The continuous supplementary variables can be positioned in the factorial spaces using the same formulas applied to the active variables.

Within a normalized PCA, we use the correlation of a supplementary variable \(\mathbf{x^{+}_{j}}\) with the principal components \(\boldsymbol{\psi_{\alpha}}\)

\[ \phi^{+}_{j \alpha} = cor(\mathbf{x^{+}_{j}}, \boldsymbol{\psi_{\alpha}}) \tag{2.16} \]

(the superindex + indicates that this is a supplementary variable)

With a non-normalized PCA, we just need to multiply the correlation by the standard deviation of the supplementary variable:

\[ \phi^{+}_{j \alpha} = s_j \hspace{1mm} cor(\mathbf{x^{+}_{j}}, \boldsymbol{\psi_{\alpha}}) \tag{2.17} \]

The position of the supplementary variables with respect to the factorial axes is interpreted in the same way as with the active variables.

*The position of a supplementary variable in a factorial plane allows us to visualize the relationship of the variable with the set of active variables via the factorial axes.*

Notice that we have not defined a distance between two supplementary variables. The relative positions between two supplementary variables does not imply any correlation between them. However, as long as the supplementary variables are well represented on the first factorial plane, and close to each other, we can expect that the similarity of their correlations with the axes (similarity of their coordinates) is a consequence of a strong correlation between them.

#### Visualized Regression

The position of a continuous supplementary variable in a factorial plane resembles that of a “visual regression”. From this point of view, the supplementary variable plays the role of response variable. In turn, the projection subspace (first factorial planes) play the role of explanatory variables. This analogy is depicted in figure 2.11

In a regression, we are mostly interested in the value of the coefficients, and we care about whether the explanatory variables allows us to predict the response variable \(\mathbf{y}\).
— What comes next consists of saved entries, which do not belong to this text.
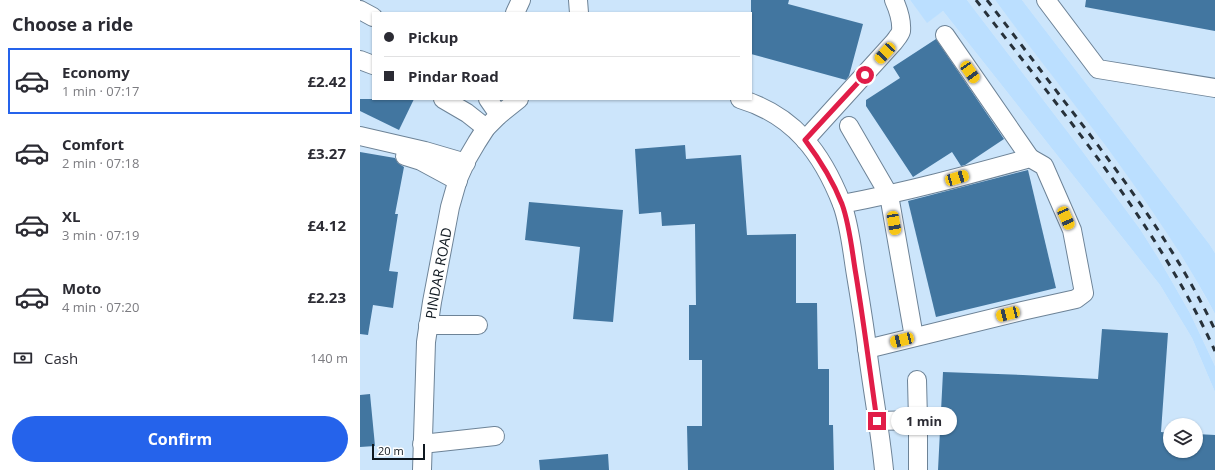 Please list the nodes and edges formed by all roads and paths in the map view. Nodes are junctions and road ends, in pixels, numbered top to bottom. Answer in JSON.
{"nodes":[{"id":1,"x":521,"y":0,"type":"edge"},
{"id":2,"x":578,"y":0,"type":"edge"},
{"id":3,"x":894,"y":0,"type":"edge"},
{"id":4,"x":1046,"y":0,"type":"edge"},
{"id":5,"x":360,"y":10,"type":"edge"},
{"id":6,"x":515,"y":12,"type":"edge"},
{"id":7,"x":579,"y":12,"type":"edge"},
{"id":8,"x":372,"y":16,"type":"edge"},
{"id":9,"x":945,"y":35,"type":"dead end"},
{"id":10,"x":360,"y":60,"type":"edge"},
{"id":11,"x":372,"y":65,"type":"edge"},
{"id":12,"x":1215,"y":88,"type":"edge"},
{"id":13,"x":445,"y":100,"type":"edge"},
{"id":14,"x":489,"y":100,"type":"edge"},
{"id":15,"x":518,"y":100,"type":"edge"},
{"id":16,"x":743,"y":100,"type":"edge"},
{"id":17,"x":500,"y":115,"type":"junction"},
{"id":18,"x":849,"y":126,"type":"dead end"},
{"id":19,"x":486,"y":128,"type":"junction"},
{"id":20,"x":360,"y":136,"type":"edge"},
{"id":21,"x":805,"y":140,"type":"junction"},
{"id":22,"x":360,"y":147,"type":"edge"},
{"id":23,"x":1030,"y":158,"type":"junction"},
{"id":24,"x":466,"y":163,"type":"junction"},
{"id":25,"x":458,"y":182,"type":"junction"},
{"id":26,"x":889,"y":194,"type":"junction"},
{"id":27,"x":842,"y":204,"type":"junction"},
{"id":28,"x":428,"y":325,"type":"junction"},
{"id":29,"x":478,"y":325,"type":"dead end"},
{"id":30,"x":914,"y":337,"type":"junction"},
{"id":31,"x":867,"y":349,"type":"junction"},
{"id":32,"x":917,"y":380,"type":"dead end"},
{"id":33,"x":918,"y":420,"type":"junction"},
{"id":34,"x":877,"y":421,"type":"junction"},
{"id":35,"x":495,"y":436,"type":"dead end"},
{"id":36,"x":422,"y":444,"type":"junction"},
{"id":37,"x":422,"y":470,"type":"edge"},
{"id":38,"x":884,"y":470,"type":"edge"},
{"id":39,"x":918,"y":470,"type":"edge"}],
"edges":[{"from":1,"to":6,"type":"street"},
{"from":2,"to":7,"type":"street"},
{"from":3,"to":21,"type":"street"},
{"from":4,"to":12,"type":"street"},
{"from":5,"to":8,"type":"street"},
{"from":9,"to":23,"type":"street"},
{"from":10,"to":11,"type":"street"},
{"from":13,"to":19,"type":"street"},
{"from":14,"to":17,"type":"street"},
{"from":15,"to":17,"type":"street","name":"PINDAR ROAD"},
{"from":16,"to":21,"type":"street"},
{"from":17,"to":19,"type":"street","name":"PINDAR ROAD"},
{"from":18,"to":26,"type":"street"},
{"from":19,"to":24,"type":"street","name":"PINDAR ROAD"},
{"from":20,"to":24,"type":"street"},
{"from":21,"to":27,"type":"street"},
{"from":22,"to":25,"type":"street"},
{"from":23,"to":26,"type":"street"},
{"from":23,"to":30,"type":"street"},
{"from":24,"to":25,"type":"street","name":"PINDAR ROAD"},
{"from":25,"to":28,"type":"street","name":"PINDAR ROAD"},
{"from":26,"to":27,"type":"street"},
{"from":26,"to":30,"type":"street"},
{"from":27,"to":31,"type":"street"},
{"from":28,"to":29,"type":"street"},
{"from":28,"to":36,"type":"street","name":"PINDAR ROAD"},
{"from":30,"to":31,"type":"street"},
{"from":31,"to":34,"type":"street"},
{"from":32,"to":33,"type":"street"},
{"from":33,"to":34,"type":"street"},
{"from":33,"to":39,"type":"street"},
{"from":34,"to":38,"type":"street"},
{"from":35,"to":36,"type":"street"},
{"from":36,"to":37,"type":"street","name":"PINDAR ROAD"}]}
In a PCA, there is usually a considerable number of variables of type \(\mathbf{y}\). Their projections onto the first factorial plane indicate, in a quick way, which are well (or not) related with the set of active variables. On the other hand, their positions with respect the axes provide what we call interpretation elements of the axes.

#### Quality of Representation for Supplementary Variables

To compute the quality of representation for the supplementary variables we calculate the squared cosines of each supplementary variable with the different factorial axes. Keep in mind that the overall sum of the squared cosines on the \(p\) axes will (in general) be less than one.
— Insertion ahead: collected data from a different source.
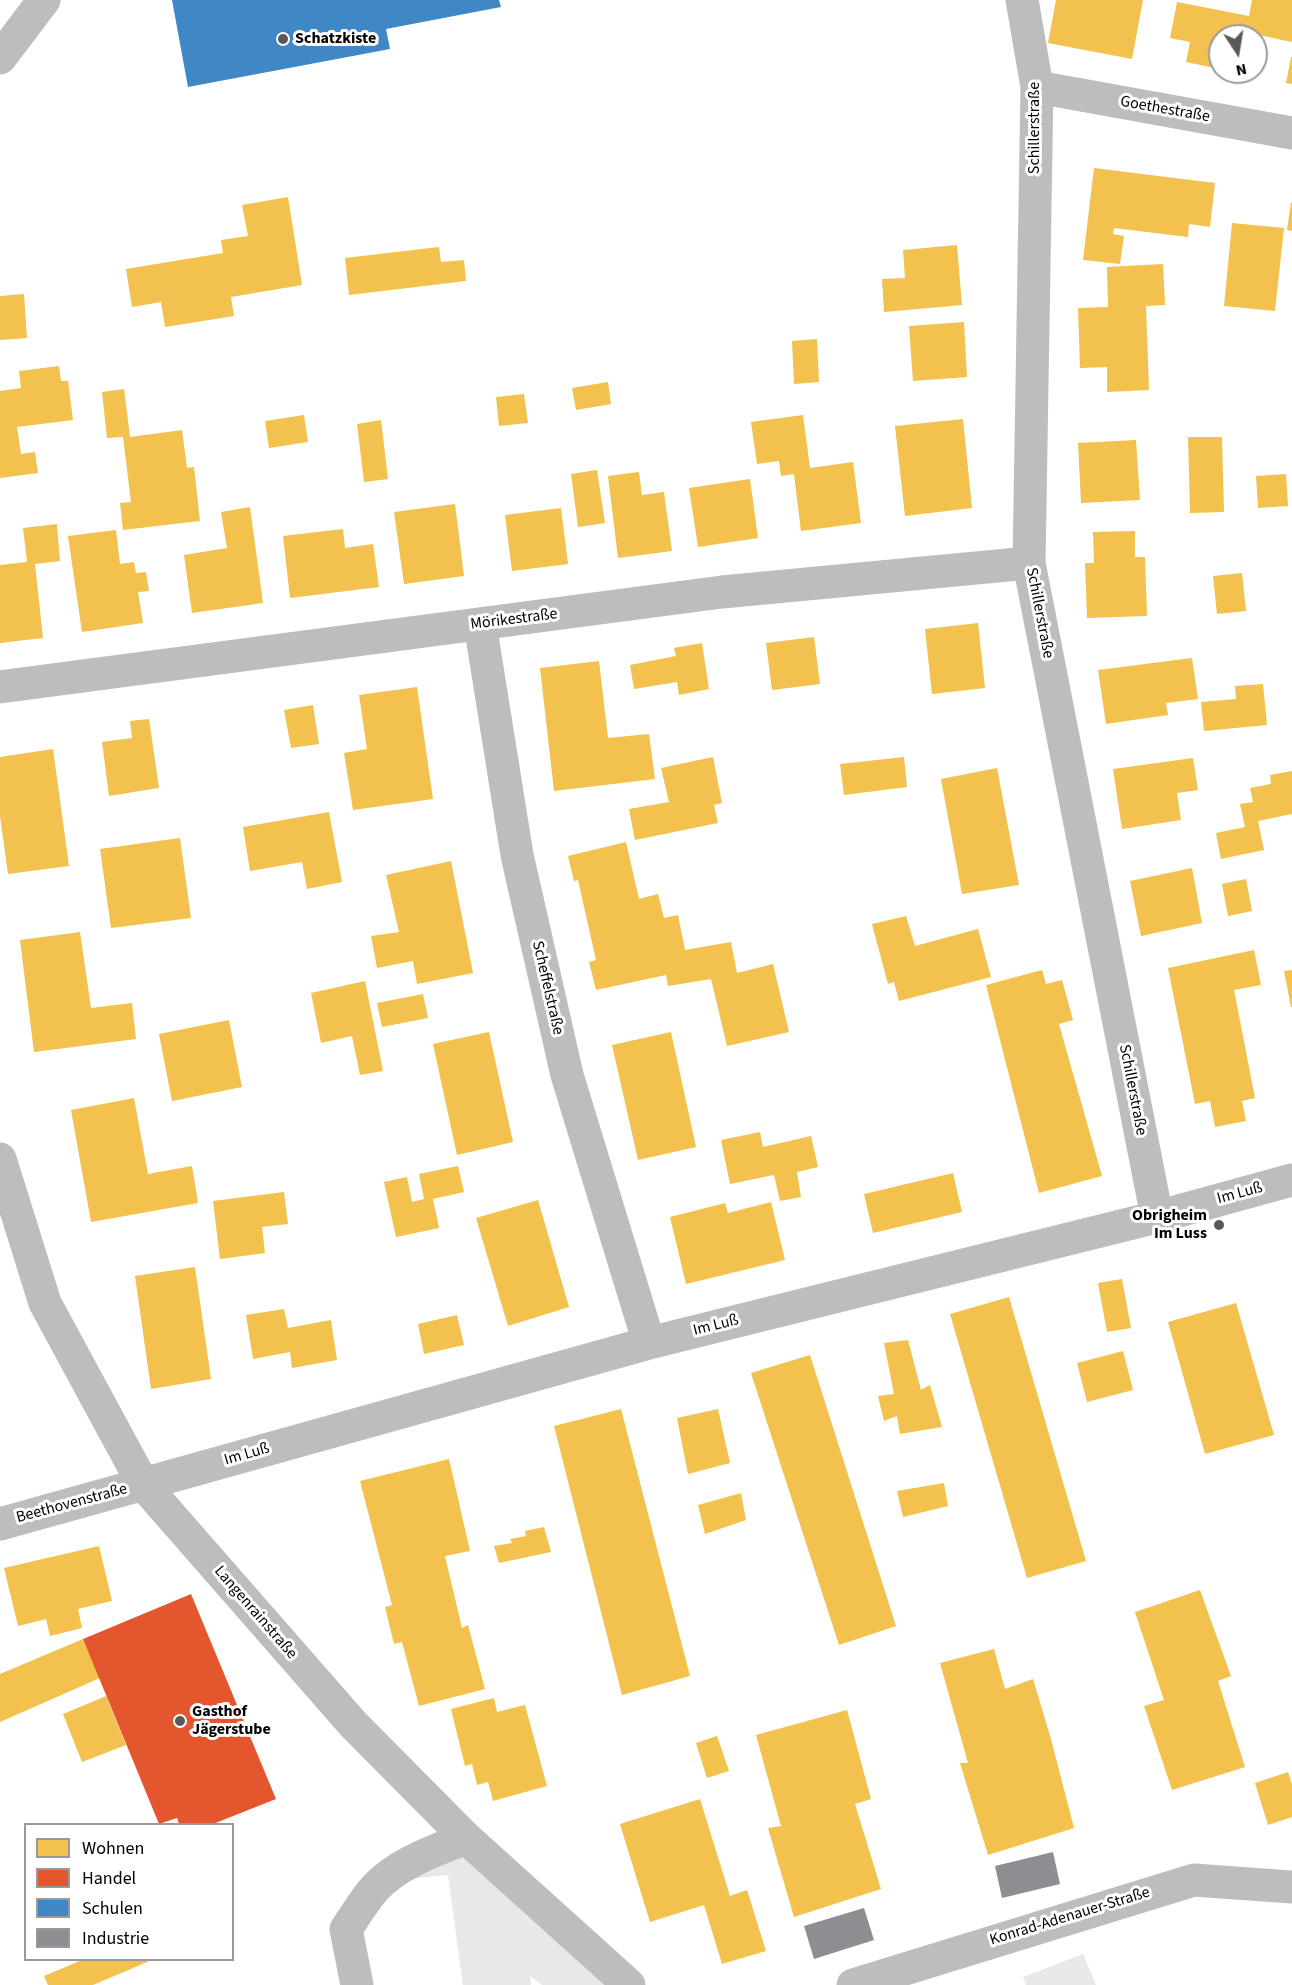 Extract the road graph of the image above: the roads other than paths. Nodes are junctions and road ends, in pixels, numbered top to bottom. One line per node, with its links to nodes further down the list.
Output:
1 (44, 0): 3 (street)
2 (1022, 0): 4 (street, Schillerstraße)
3 (0, 58)
4 (1037, 87): 5 (street, Goethestraße); 6 (street, Schillerstraße)
5 (1292, 133)
6 (1029, 562): 7 (street, Mörikestraße); 11 (street, Schillerstraße)
7 (480, 624): 8 (street, Mörikestraße); 12 (street, Scheffelstraße)
8 (0, 687)
9 (0, 1159): 13 (street, Langenrainstraße)
10 (1292, 1180): 11 (street, Im Luß)
11 (1157, 1217): 12 (street, Im Luß)
12 (649, 1343): 13 (street, Im Luß)
13 (143, 1484): 14 (street, Beethovenstraße); 15 (street, Langenrainstraße)
14 (0, 1524)
15 (466, 1838): 17 (street); 18 (street, Langenrainstraße)
16 (1292, 1887): 19 (street, Konrad-Adenauer-Straße)
17 (357, 1985)
18 (629, 1985)
19 (853, 1985)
\[ COS^2 (j^{+}, \alpha) = cor^2 (\text{variable}^{+}, \text{factor}) \]

To get the location of a supplementary variable in the original space, we need to know its \(n\) elements (its values for the \(n\) individuals). This is analogous to an active variable, except that the set of active variables is found in a subset of dimension \(p\) (the rank of \(\mathbf{X}\), or the rank of \(\mathbf{X^\mathsf{T} X}\)). The coordinates on the \(p\) factorial axes allow to locate any active variable. This property is not present for supplementary variables.

It doesn’t make sense to calculate the contributions of the supplementary variables to the inertia of the axes, because these variables have not intervened in its construction.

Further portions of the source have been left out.